### Your assignment
Please reproduce all the data exactly as written and omit the pictures.
Supplied information START
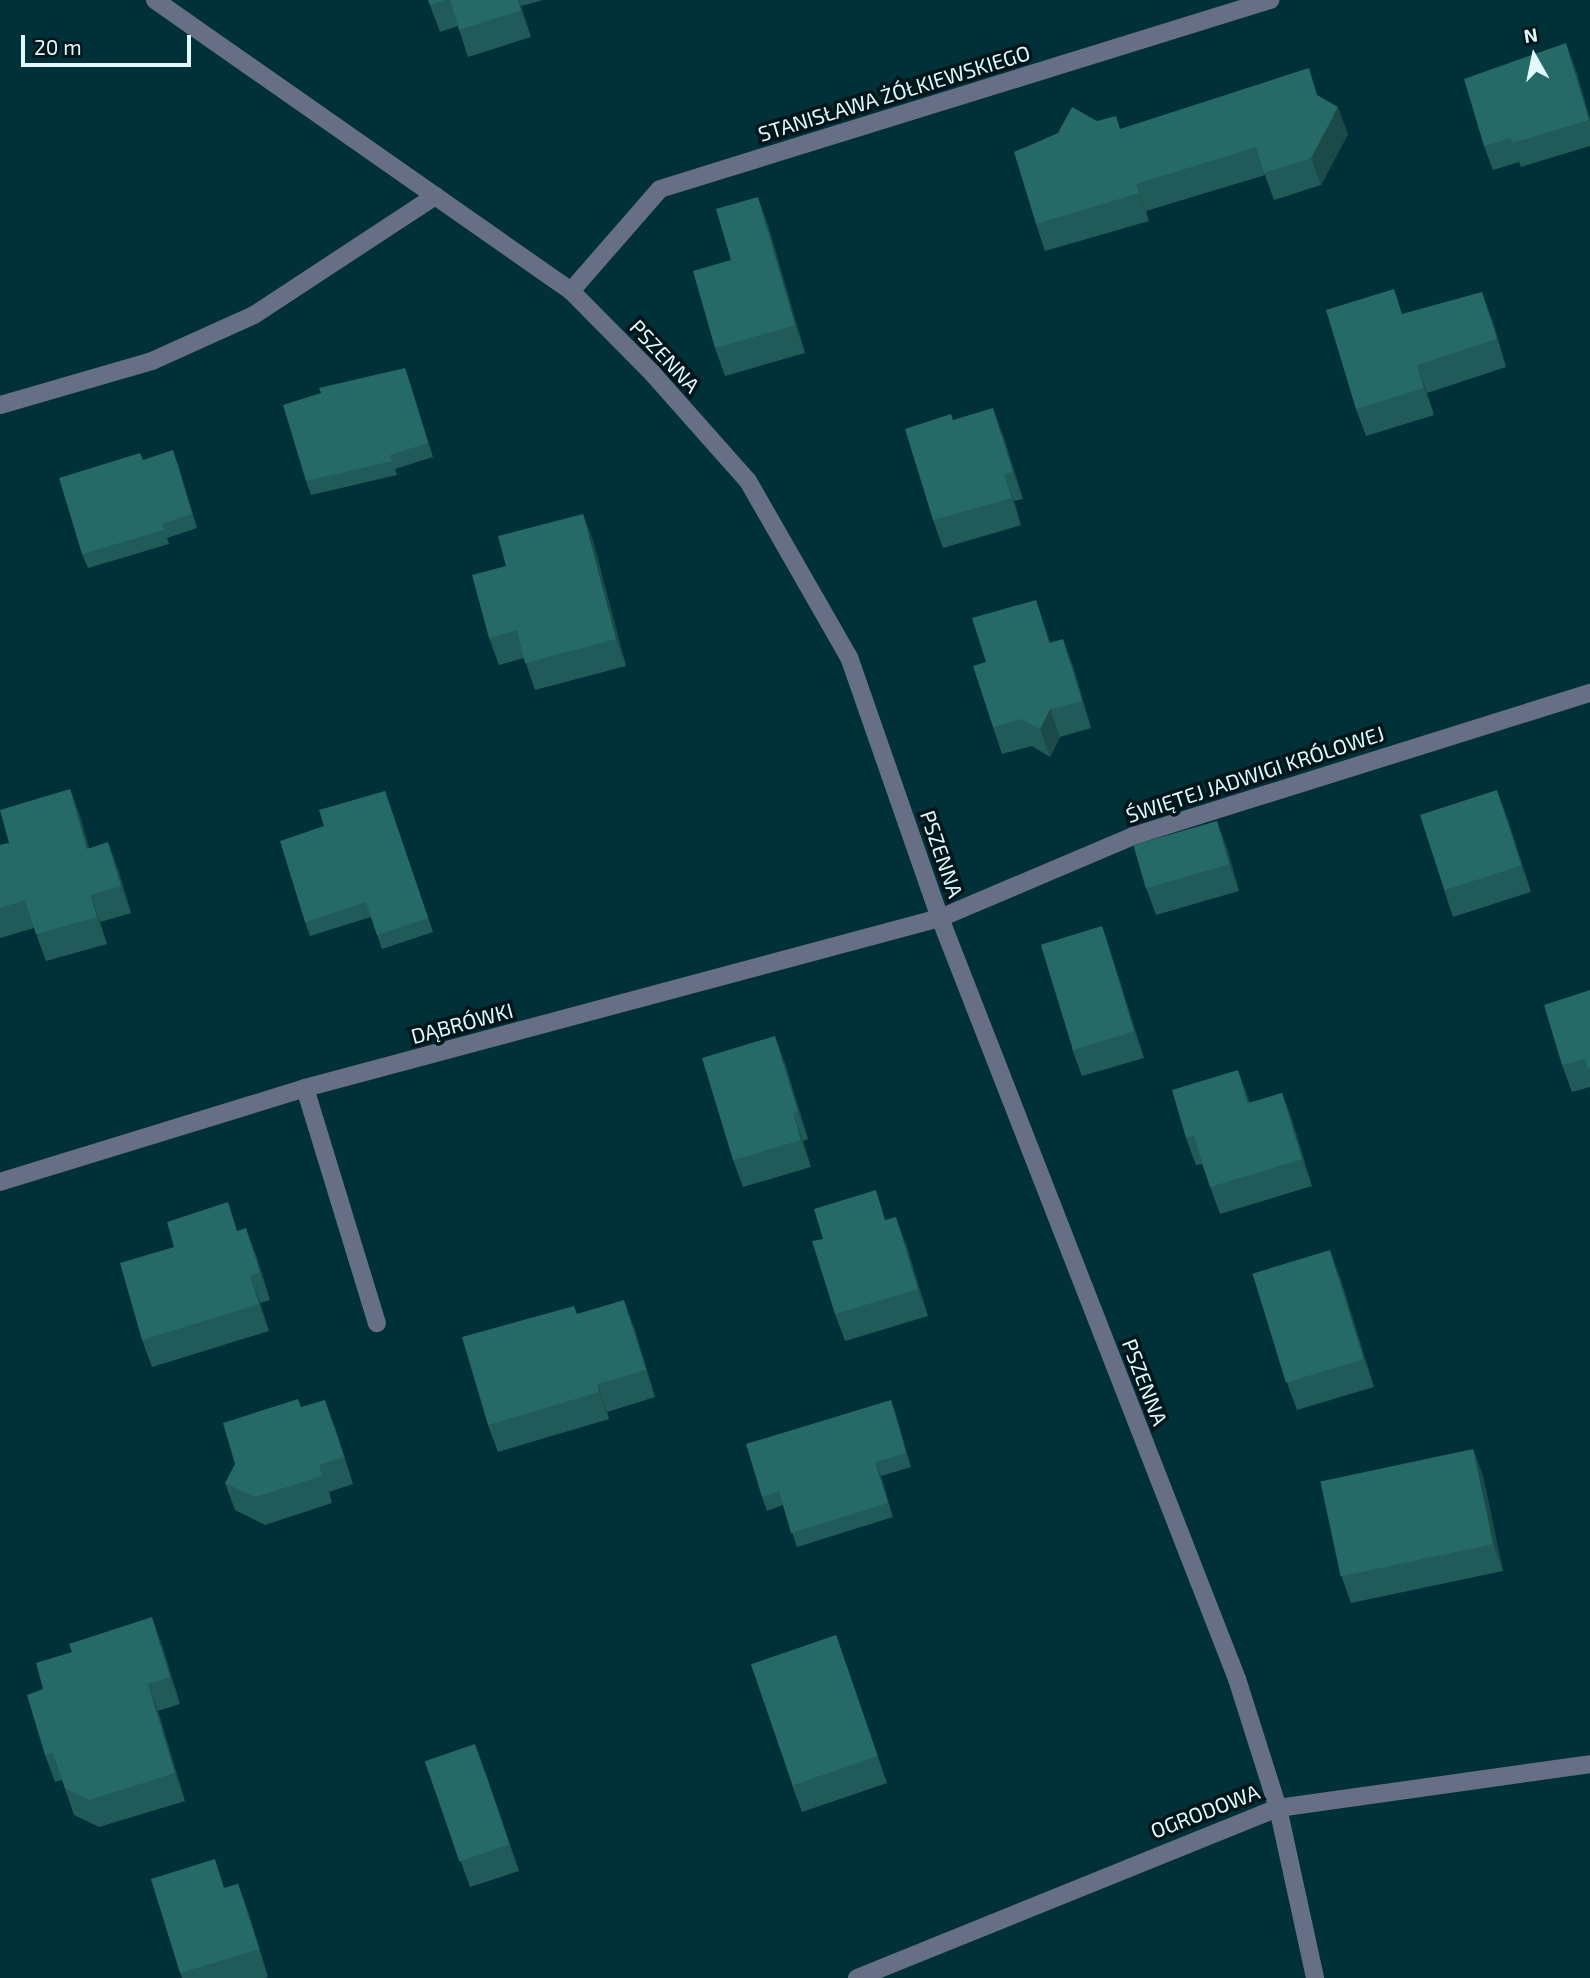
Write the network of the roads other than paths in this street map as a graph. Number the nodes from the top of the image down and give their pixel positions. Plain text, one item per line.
1 (155, 0) edge
2 (1270, 0) edge
3 (435, 196) junction
4 (570, 291) junction
5 (0, 405) edge
6 (1590, 693) edge
7 (940, 918) junction
8 (305, 1088) junction
9 (0, 1182) edge
10 (377, 1323) dead end
11 (1590, 1764) edge
12 (1278, 1808) junction
13 (857, 1978) edge
14 (1315, 1978) edge

1 - 3 street, PSZENNA
2 - 4 street, STANISŁAWA ŻÓŁKIEWSKIEGO
3 - 4 street, PSZENNA
3 - 5 street
4 - 7 street, PSZENNA
6 - 7 street, ŚWIĘTEJ JADWIGI KRÓLOWEJ
7 - 8 street, DĄBRÓWKI
7 - 12 street, PSZENNA
8 - 9 street, DĄBRÓWKI
8 - 10 street
11 - 12 street, OGRODOWA
12 - 13 street, OGRODOWA
12 - 14 street, PSZENNA

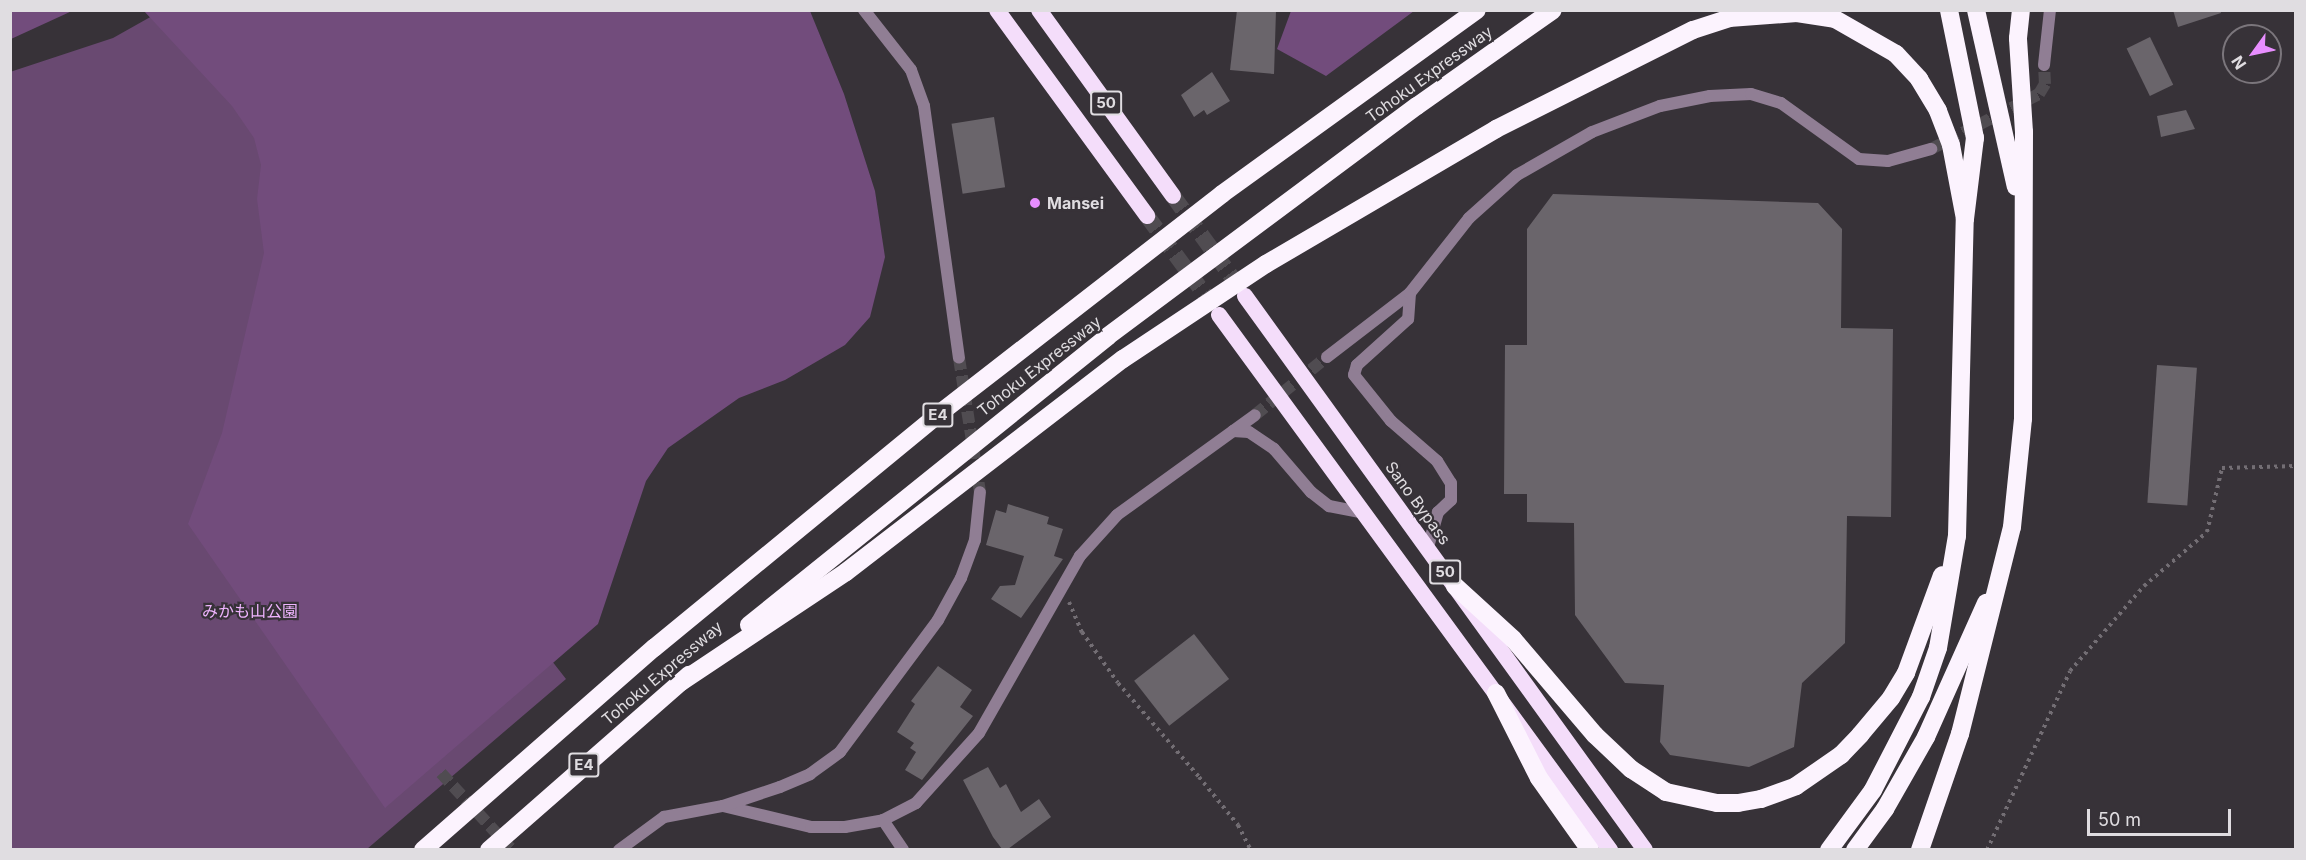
Supplied information END
### Exercise output
Write the network of the roads other than paths in this street map as a graph. Number the nodes from the top of the image down and give their pixel positions. Plain text, one item per line.
1 (155, 0) edge
2 (1270, 0) edge
3 (435, 196) junction
4 (570, 291) junction
5 (0, 405) edge
6 (1590, 693) edge
7 (940, 918) junction
8 (305, 1088) junction
9 (0, 1182) edge
10 (377, 1323) dead end
11 (1590, 1764) edge
12 (1278, 1808) junction
13 (857, 1978) edge
14 (1315, 1978) edge

1 - 3 street, PSZENNA
2 - 4 street, STANISŁAWA ŻÓŁKIEWSKIEGO
3 - 4 street, PSZENNA
3 - 5 street
4 - 7 street, PSZENNA
6 - 7 street, ŚWIĘTEJ JADWIGI KRÓLOWEJ
7 - 8 street, DĄBRÓWKI
7 - 12 street, PSZENNA
8 - 9 street, DĄBRÓWKI
8 - 10 street
11 - 12 street, OGRODOWA
12 - 13 street, OGRODOWA
12 - 14 street, PSZENNA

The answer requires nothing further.